Guiard is currently working on a book titled "Human Input to Computer Systems: Theories, Techniques and Technology" with William Buxton, where they explain the methods of bringing traditional design skills to interaction design, or the design of user experience.

== Selected bibliography ==
- Guiard, Y., & Rioul, O. (2015). A mathematical description of the speed/accuracy trade-off of aimed movement. In Proceedings of the 2015 British HCI Conference (pp. 91–100). ACM Press.
- Perrault, S. T., Lecolinet, E., Eagan, J., & Guiard, Y. (2013). Watchit: simple gestures and eyes-free interaction for wristwatches and bracelets. In Proceedings of CHI 2013, the SIGCHI Conference on Human Factors in Computing Systems (pp. 1451–1460). ACM Press.
- Guiard, Y., Olafsdottir, H.B., & Perrault, S. (2011). Fitts' law as an explicit time/error trade−off. In Proceedings of CHI 2011, ACM Conference on Human Factors in Computing Systems (pp. 1619–28). New York: Sheridan Press
- Guiard, Y., Du, Y., & Chapuis, O. (2007). Quantifying degree of goal directedness in document navigation: Application to the evaluation of the perspective-drag technique. Proceedings of CHI'2007, ACM Conference on Human Factors in Computing Systems (pp. 327–336). New York : ACM Press.

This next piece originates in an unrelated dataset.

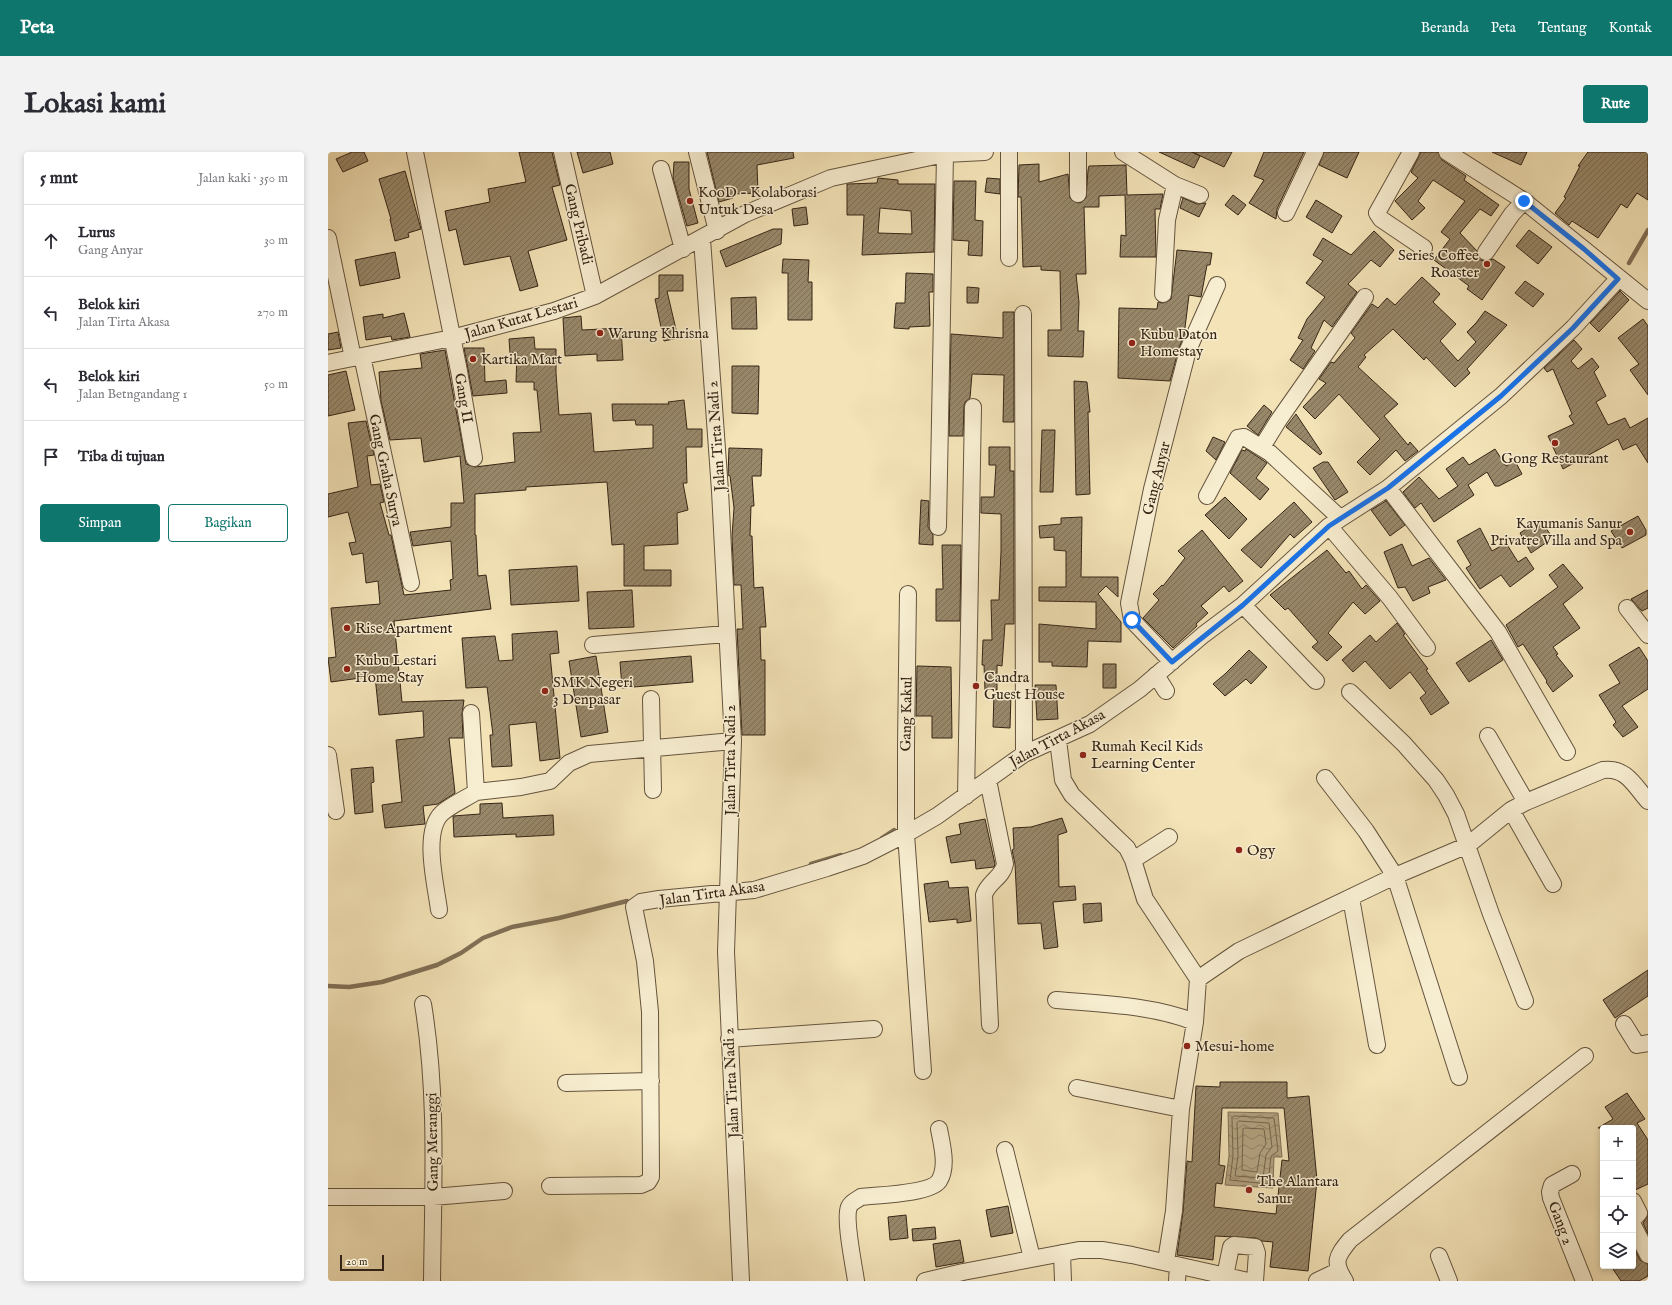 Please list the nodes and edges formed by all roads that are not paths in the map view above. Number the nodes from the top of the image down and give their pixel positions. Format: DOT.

- Bourgeois, F. & Guiard, Y. (2002). Two-handed input in multiscale pointing. Cahiers de Psychologie Cognitive / Current Psychology of Cognition, 21, 497–518.
- MacKenzie, I. S. & Guiard, Y. (2001). The two-handed desk-top interface : Are we there yet ? Proceedings of CHI’2001, ACM Conference on Human Factors in Computing Systems (pp. 351–352). New York : ACM Press.
- Guiard, Y., Beaudouin-Lafon, M. & Mottet, D. (1999). Navigation as multiscale pointing: extending Fitts’ model to very high precision tasks. Proceedings of CHI’99, ACM Conference on Human Factors in Computing Systems (pp. 450–457). New York : ACM Press.
- Ferrand, T. & Guiard, Y. (1995). Fitts' Law in cooperative two-person aiming. In B. J. Bardy, R. J. Bootsma, & Y. Guiard (Eds.), Studies in perception and action III (pp. 65–68). Hillsdale, NJ: Erlbaum.
- Mottet, D., Bootsma, R. J., Guiard, Y. & Laurent, M. (1994). Fitts' law in two-dimensional task space. Experimental Brain Research, 100, 144–148.
- Guiard, Y. (1988). The kinematic chain as a model for human asymmetrical bimanual cooperation. In A. Colley & J. Beech (Eds.), Cognition and Action in Skilled Behaviour (pp. 205–228). Amsterdam: North-Holland.